Lean Body Mass, Interleukin 18, and Metabolic Syndrome in Apparently Healthy Chinese

  • Liang Sun, 
  • Frank B. Hu, 
  • Zhijie Yu, 
  • Huaixing Li, 
  • Huaiyu Liu, 
  • Xiangdong Wang, 
  • Danxia Yu, 
  • Hongyu Wu, 
  • Geng Zhang, 
  • Geng Zong
PLOS
x

Abstract

Objective

We aimed to investigate how lean body mass is related to circulating Interleukin 18 (IL-18) and its association with metabolic syndrome (MetS) among apparently healthy Chinese.

Methods

A population-based sample of 1059 Chinese men and women aged 35–54 years was used to measure plasma IL-18, glucose, insulin, lipid profile, inflammatory markers and high-molecular-weight (HMW)-adiponectin. Fat mass index (FMI) and lean mass index (LMI) were measured by dual-energy X-ray absorptiometry. MetS was defined by the updated National Cholesterol Education Program Adult Treatment Panel III criteria for Asian-Americans.

Results

Circulating IL-18 was positively correlated with LMI after adjustment for FMI (correlation coefficient = 0.11, P<0.001). The association with the MetS (odds ratio 3.43, 95% confidence interval 2.01–5.85) was substantially higher in the highest than the lowest quartile of IL-18 after multiple adjustments including body mass index. In the stratified multivariable regression analyses, the positive association between IL-18 and MetS was independent of tertiles of FMI, inflammatory markers and HMW-adiponectin, but significantly interacted with tertile of LMI (P for interaction = 0.010).

Conclusion

Elevated plasma IL-18 was associated with higher MetS prevalence in apparently healthy Chinese, independent of traditional risk factors, FMI, inflammatory markers and HMW-adiponectin. More studies are needed to clarify the role of lean mass in IL-18 secretion and its associated cardio-metabolic disorders.

Introduction

Growing evidence suggests a pivotal role of chronic subclinical inflammation in the pathophysiology of cardio-metabolic disorders [1]. As an active endocrine organ, human adipose tissue secretes multiple pro-inflammatory cytokines, including interleukin 6 (IL-6), tumor necrosis factor (TNF)-α, monocyte chemoattractant protein-1 (2), and IL-18 (3).

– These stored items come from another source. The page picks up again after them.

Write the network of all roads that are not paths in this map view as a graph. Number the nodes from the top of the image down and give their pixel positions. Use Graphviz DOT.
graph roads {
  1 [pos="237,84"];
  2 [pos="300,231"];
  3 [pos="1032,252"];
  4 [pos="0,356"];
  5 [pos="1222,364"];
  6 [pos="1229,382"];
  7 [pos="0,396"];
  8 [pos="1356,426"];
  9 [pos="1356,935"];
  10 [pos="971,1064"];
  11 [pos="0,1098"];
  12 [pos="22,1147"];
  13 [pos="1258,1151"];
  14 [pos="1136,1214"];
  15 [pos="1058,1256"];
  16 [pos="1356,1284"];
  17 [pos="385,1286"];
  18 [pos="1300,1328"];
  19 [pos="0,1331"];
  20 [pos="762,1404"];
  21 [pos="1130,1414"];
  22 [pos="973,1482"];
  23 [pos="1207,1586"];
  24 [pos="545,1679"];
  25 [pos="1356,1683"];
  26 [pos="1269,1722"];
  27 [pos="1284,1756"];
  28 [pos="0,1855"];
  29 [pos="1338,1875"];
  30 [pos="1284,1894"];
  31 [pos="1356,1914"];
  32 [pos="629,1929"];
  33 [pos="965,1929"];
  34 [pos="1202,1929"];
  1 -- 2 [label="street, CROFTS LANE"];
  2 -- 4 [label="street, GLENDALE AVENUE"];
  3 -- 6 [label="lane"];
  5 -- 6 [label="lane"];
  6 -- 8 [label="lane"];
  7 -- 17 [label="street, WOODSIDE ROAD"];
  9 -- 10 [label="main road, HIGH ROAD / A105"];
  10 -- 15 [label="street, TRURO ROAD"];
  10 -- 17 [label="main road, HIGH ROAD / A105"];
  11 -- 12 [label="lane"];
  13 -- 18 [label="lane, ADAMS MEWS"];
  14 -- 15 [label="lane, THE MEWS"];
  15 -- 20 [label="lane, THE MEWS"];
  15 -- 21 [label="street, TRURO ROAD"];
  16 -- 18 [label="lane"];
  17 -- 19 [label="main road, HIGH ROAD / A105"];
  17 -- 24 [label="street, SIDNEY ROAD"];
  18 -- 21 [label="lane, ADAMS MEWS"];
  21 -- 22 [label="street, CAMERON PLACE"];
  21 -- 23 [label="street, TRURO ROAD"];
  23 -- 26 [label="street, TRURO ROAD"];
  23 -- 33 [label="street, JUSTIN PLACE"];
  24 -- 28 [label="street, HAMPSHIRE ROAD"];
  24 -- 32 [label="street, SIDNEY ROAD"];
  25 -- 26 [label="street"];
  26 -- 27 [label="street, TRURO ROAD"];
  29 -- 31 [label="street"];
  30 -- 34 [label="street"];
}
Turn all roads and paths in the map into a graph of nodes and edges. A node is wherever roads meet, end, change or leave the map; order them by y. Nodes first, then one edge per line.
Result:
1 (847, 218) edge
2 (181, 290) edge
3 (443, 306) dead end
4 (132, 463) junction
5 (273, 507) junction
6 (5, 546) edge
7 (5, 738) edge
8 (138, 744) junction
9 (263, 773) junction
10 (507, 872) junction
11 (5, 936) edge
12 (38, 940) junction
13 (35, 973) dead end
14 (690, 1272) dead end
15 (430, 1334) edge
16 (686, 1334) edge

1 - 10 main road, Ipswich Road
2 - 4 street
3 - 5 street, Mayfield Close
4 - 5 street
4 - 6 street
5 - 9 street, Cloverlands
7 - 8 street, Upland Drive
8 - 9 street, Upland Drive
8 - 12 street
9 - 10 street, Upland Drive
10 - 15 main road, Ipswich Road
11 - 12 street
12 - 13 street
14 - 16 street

Discovered in 1989 as an interferon-γ–inducing factor (4), IL-18 is now recognized as a pleiotropic cytokine related with both innate and acquired immune responses (5). Synergistically with IL-12, IL-18 could induce interferon-γ production from T, B and natural killer cells (6). It also plays a crucial role in pro-inflammatory cascade by stimulating the production of TNF-α and IL-6 (4,7). Elevated IL-18 concentration provided additional information over C-reactive protein (CRP), IL-6 and fibrinogen in predicting cardiovascular mortality for patients with coronary artery disease (8) or incident of coronary events among healthy men (9). Exiting evidence also indicated that circulating IL-18 was positively associated with insulin resistance, metabolic syndrome (MetS) and type 2 diabetes (10–13), suggesting potential applications of IL-18 as an intervention target or prognostic biomarker. However, most studies to date were conducted in western populations and little is known about the effect of IL-18 on cardio-metabolic risk in Asians like Chinese who might have different metabolic susceptibility (14).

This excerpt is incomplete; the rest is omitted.